I also notice all 3 changing their caves very often since i have 5 caves in the tank. 

3 more pieces coming in tomorrow.

----------


## barmby

I think all males  :Smile:  





Relax, wild guesses...

----------


## genes

I think so too colin.

Here is the other 3. Finally got all 6 into the tank now. Should have been 7 but 1 died before i could transfer the fellow home.

----------


## desmondekker

> I think so too colin.
> 
> Here is the other 3. Finally got all 6 into the tank now. Should have been 7 but 1 died before i could transfer the fellow home.


sorry for your loss. a group of 6 has a good chance of breeding i guess  :Smile:

----------


## benny

Pretty! It's a very nice setup!

Cheers,

----------


## genes

Hope i got a true female this time round. Its around 7cm, same size as my biggest male. Not much odontodes growth on its pectoral fin and short growth on the cheeks. Basically i choose the roundest looking and rounder snout among the 10 pieces. The other 9pieces have a more "V" body similar to my above 6 pieces. So far its behavior has been like a female. It does not cave in the ceramic caves often and yesterday was stalking outside a cave with a male in it. Now it hides among the plants and among the rocks. 

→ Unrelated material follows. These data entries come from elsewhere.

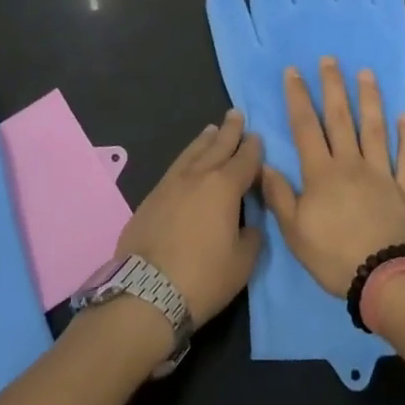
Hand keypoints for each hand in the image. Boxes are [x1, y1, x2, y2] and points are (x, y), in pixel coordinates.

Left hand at [114, 110, 263, 324]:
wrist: (146, 291)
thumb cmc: (203, 277)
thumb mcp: (242, 263)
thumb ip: (251, 236)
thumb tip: (249, 224)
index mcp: (225, 187)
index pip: (245, 160)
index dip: (253, 148)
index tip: (258, 136)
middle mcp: (198, 177)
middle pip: (217, 146)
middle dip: (229, 130)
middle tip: (236, 113)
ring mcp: (170, 185)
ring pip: (191, 153)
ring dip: (204, 140)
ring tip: (211, 129)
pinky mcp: (151, 198)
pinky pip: (175, 168)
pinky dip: (186, 158)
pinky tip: (187, 161)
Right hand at [260, 58, 404, 296]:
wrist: (388, 279)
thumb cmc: (335, 257)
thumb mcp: (295, 232)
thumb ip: (279, 196)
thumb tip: (264, 164)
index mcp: (321, 173)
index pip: (305, 127)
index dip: (298, 97)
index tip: (293, 71)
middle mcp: (351, 164)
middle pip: (341, 118)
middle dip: (333, 87)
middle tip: (330, 59)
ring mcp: (382, 174)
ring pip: (375, 129)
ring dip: (370, 99)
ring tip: (366, 74)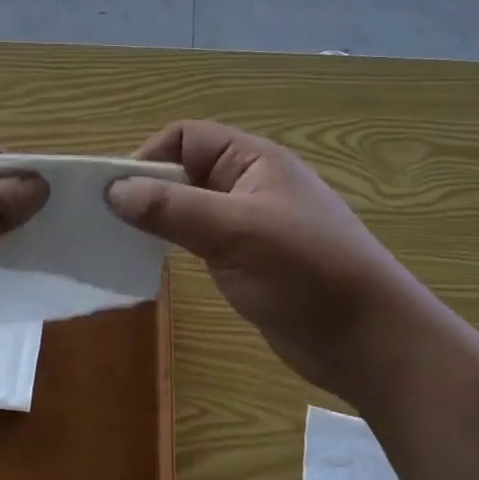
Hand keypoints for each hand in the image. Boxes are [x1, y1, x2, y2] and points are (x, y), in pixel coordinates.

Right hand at [105, 121, 418, 395]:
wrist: (369, 341)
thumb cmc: (305, 273)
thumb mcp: (234, 232)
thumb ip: (171, 208)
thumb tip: (112, 190)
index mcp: (253, 160)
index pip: (185, 138)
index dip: (148, 157)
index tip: (116, 194)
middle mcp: (249, 183)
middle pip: (184, 170)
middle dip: (147, 189)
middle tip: (109, 221)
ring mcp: (249, 223)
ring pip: (189, 206)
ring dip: (158, 219)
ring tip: (123, 242)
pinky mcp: (248, 259)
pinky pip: (200, 239)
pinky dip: (174, 244)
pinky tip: (154, 263)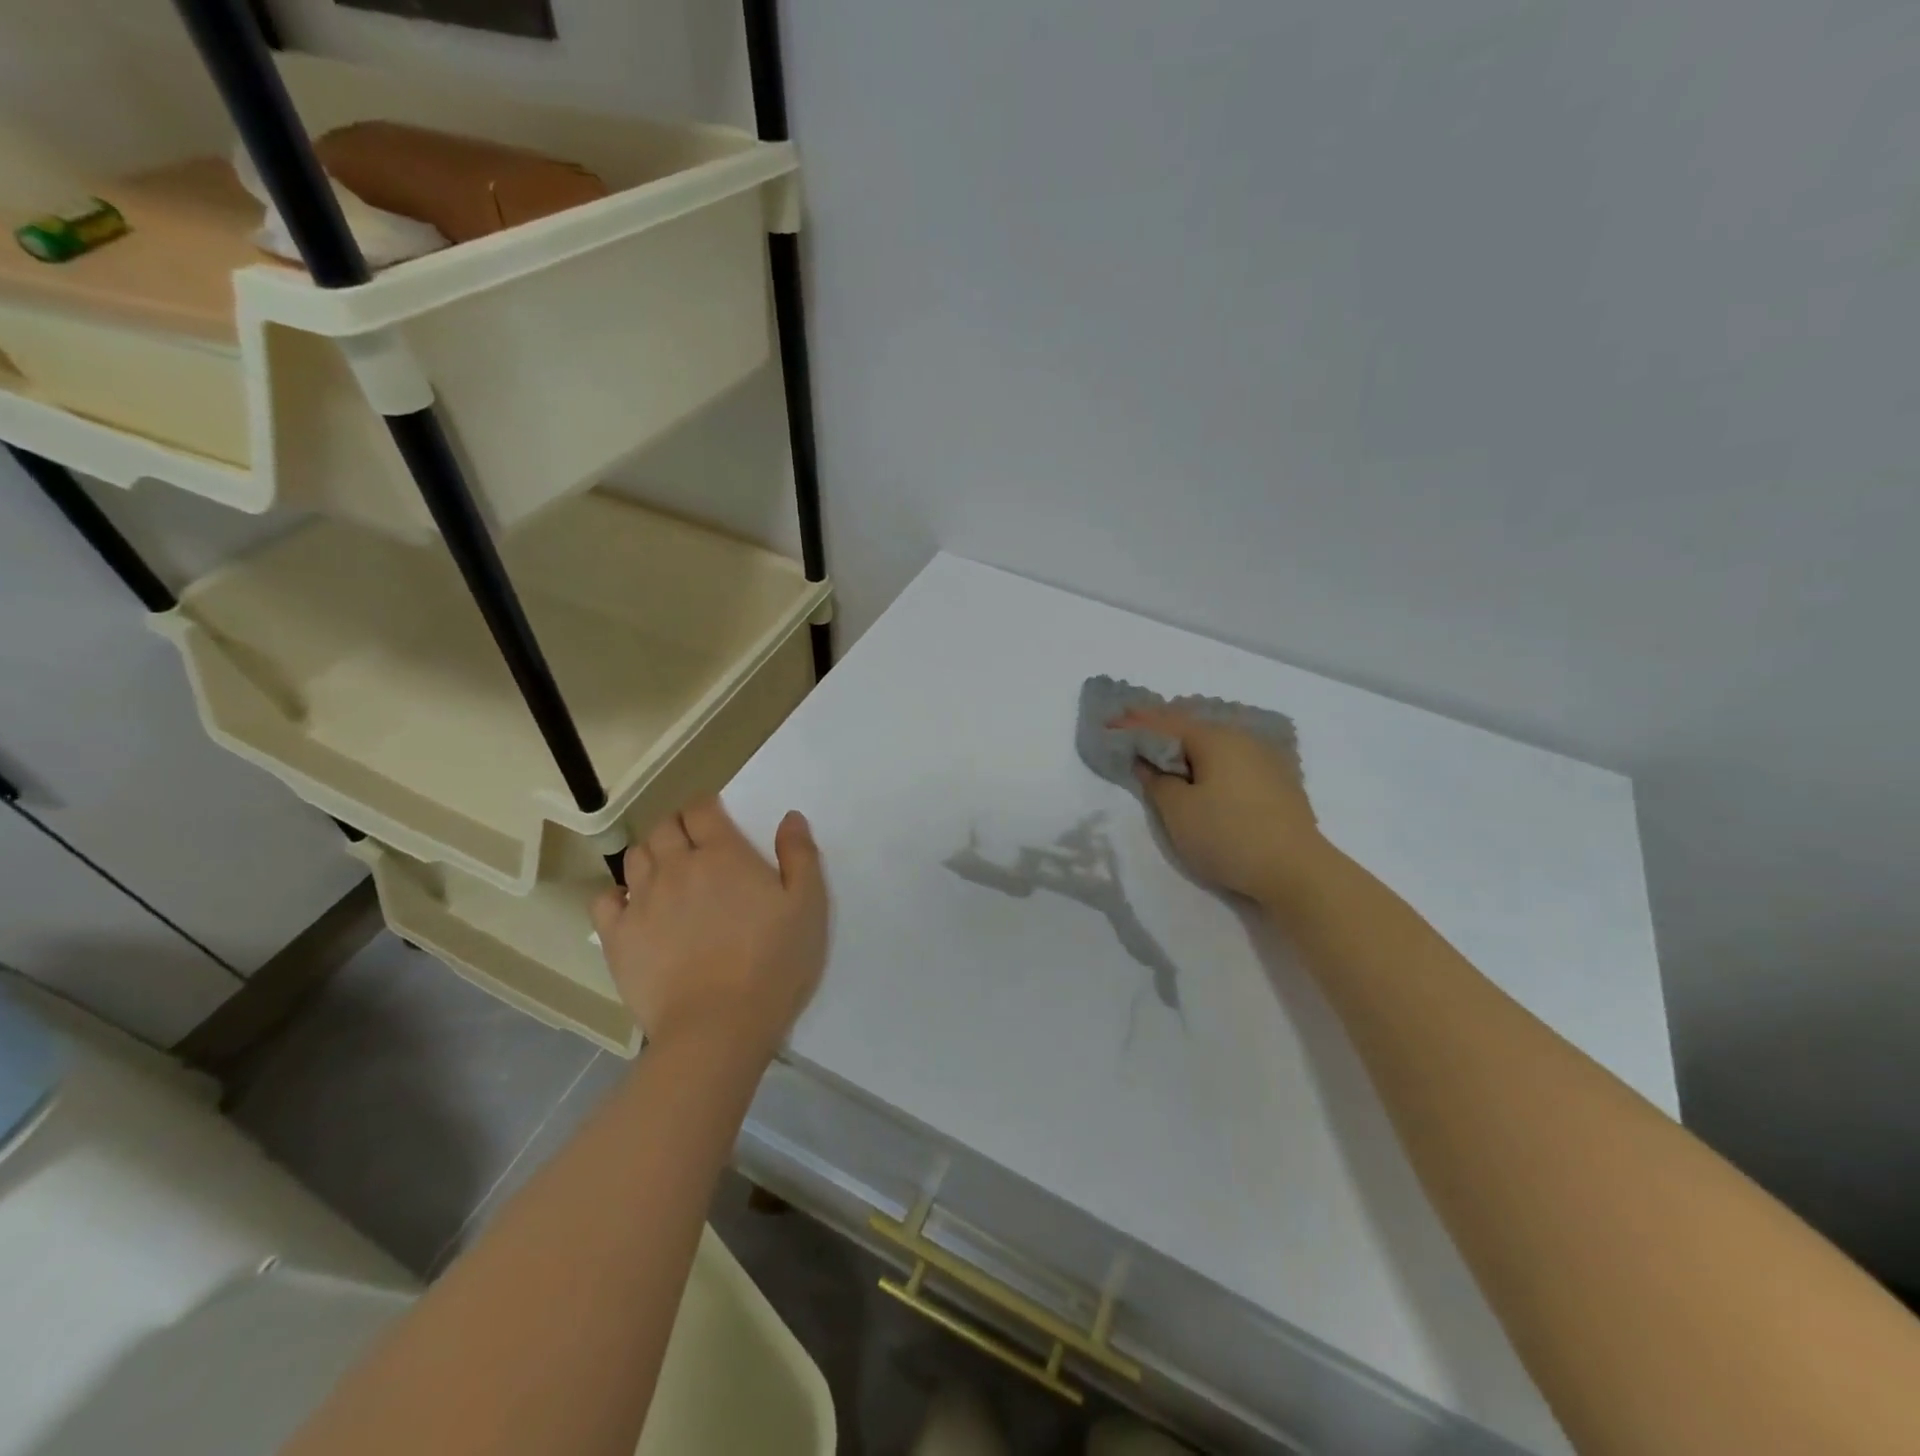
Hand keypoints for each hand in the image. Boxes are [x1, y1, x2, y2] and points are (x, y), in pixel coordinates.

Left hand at [590, 799, 828, 1062]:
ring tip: (666, 872)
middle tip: (695, 844)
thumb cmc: (773, 963)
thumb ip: (800, 855)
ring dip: (651, 854)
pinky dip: (617, 894)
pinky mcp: (619, 937)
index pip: (702, 808)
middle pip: (664, 826)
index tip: (717, 817)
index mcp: (723, 855)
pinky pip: (605, 899)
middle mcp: (677, 867)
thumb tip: (789, 817)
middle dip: (678, 826)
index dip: (707, 806)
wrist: (718, 1027)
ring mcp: (642, 901)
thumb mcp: (808, 906)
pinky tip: (634, 907)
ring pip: (635, 856)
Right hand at [1119, 707, 1328, 906]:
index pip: (1165, 723)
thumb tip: (1148, 762)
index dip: (1134, 723)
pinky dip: (1207, 758)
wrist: (1298, 871)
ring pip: (1214, 741)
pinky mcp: (1278, 781)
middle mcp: (1242, 739)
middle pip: (1192, 726)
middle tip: (1132, 730)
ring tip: (1163, 748)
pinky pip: (1231, 758)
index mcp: (1214, 739)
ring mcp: (1265, 758)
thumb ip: (1157, 781)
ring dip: (1185, 743)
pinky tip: (1202, 769)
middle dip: (1160, 727)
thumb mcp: (1178, 811)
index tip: (1108, 723)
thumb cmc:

Among the 6pieces, only 2 pieces cave frequently in the caves. The rest seems to prefer to hide among the plants and rocks.

----------


## drakeho

I may be wrong .... Looks boy leh ...  :Smile:

----------


## celticfish

genes,
It's closer to 8cm...
At this size all the male feature are still lacking.
I'd say you probably right about this being a female fish!  :Wink:

----------


## soltari007

You just gotta pump it up, it's easier to see when conditioned  :Very Happy:

----------


## barmby

Pass to me. I help to feed.

----------


## khtee

> You just gotta pump it up, it's easier to see when conditioned


cannot pump lah... later the V become U then how to see? The best is take pic and zoom in to see whether can see the private part or not....

----------


## genes

I have check the private parts too, its does looks rounded and big to me. However, i still can't confirm. Novice here. 

Will stop my collection for now and see what happens in the next 6 months. If not, the search never stops, and so does the spending!  :Laughing:  

Was told long head equals female while i was choosing. But many opinions i heard told me otherwise, hence i chose the opposite. It was tough still because i could see many should be males and the fact that all except this piece have V-shaped body and no profound short snout did not help... Well, keeping my fingers crossed for the next 6 months.  :Razz: 

From Benny's sexing picture. It seems the 2 female in the picture have different traits. The first piece on the left of the picture shows a long snout female while the other shows a very short snout...wah!!! so confusing...

----------


## genes

Suprise suprise, the female has been confirmed a female because she has bred with a male in the tank in less then a week upon introduction. So Irwin, you are so spot on! So now my concern, to remove the eggs now or wait for a week.... 

Tank specs as follows
GH - 120
KH - 0
PH - 6 (using ADA Amazonia below the gravel)
NO2 - 0.5
NO3 - 20
Temp - 33deg

----------


## Champ-BKK

Congrat Gene  :Grin: 
For me leave with Dad a week then remove to hanging box.

----------


## barmby

For me, count the number of days since eggs laid. Day4 removed all eggs from the cave. Because I will let the dad prevent fungus from attacking the eggs. He does it better than me if I put the eggs and aerate in the box.

OH..btw, congratulation. I am happy for you. pass me the fries lei... hahah..

----------


## drakeho

Horray Genes !!!!  :Grin:  Congrates x 100 times !! Master breeder in the making !!!

----------


## desmondekker

wow! congrats bro! very instant indeed. i read on the articles that the father raise them up better than us bro. hee, i guess you got to wait for the experts to advise you

----------


## genes

Thanks guys.

Colin, how do you do the initial egg count? They are being blocked by the father to get any full view of the eggs. Since it was Sunday that the eggs were laid. I was thinking to remove the fries into the aerated breeder box on friday. At around 6 days, they would have hatched into wrigglers so are more easy to monitor as compared to eggs.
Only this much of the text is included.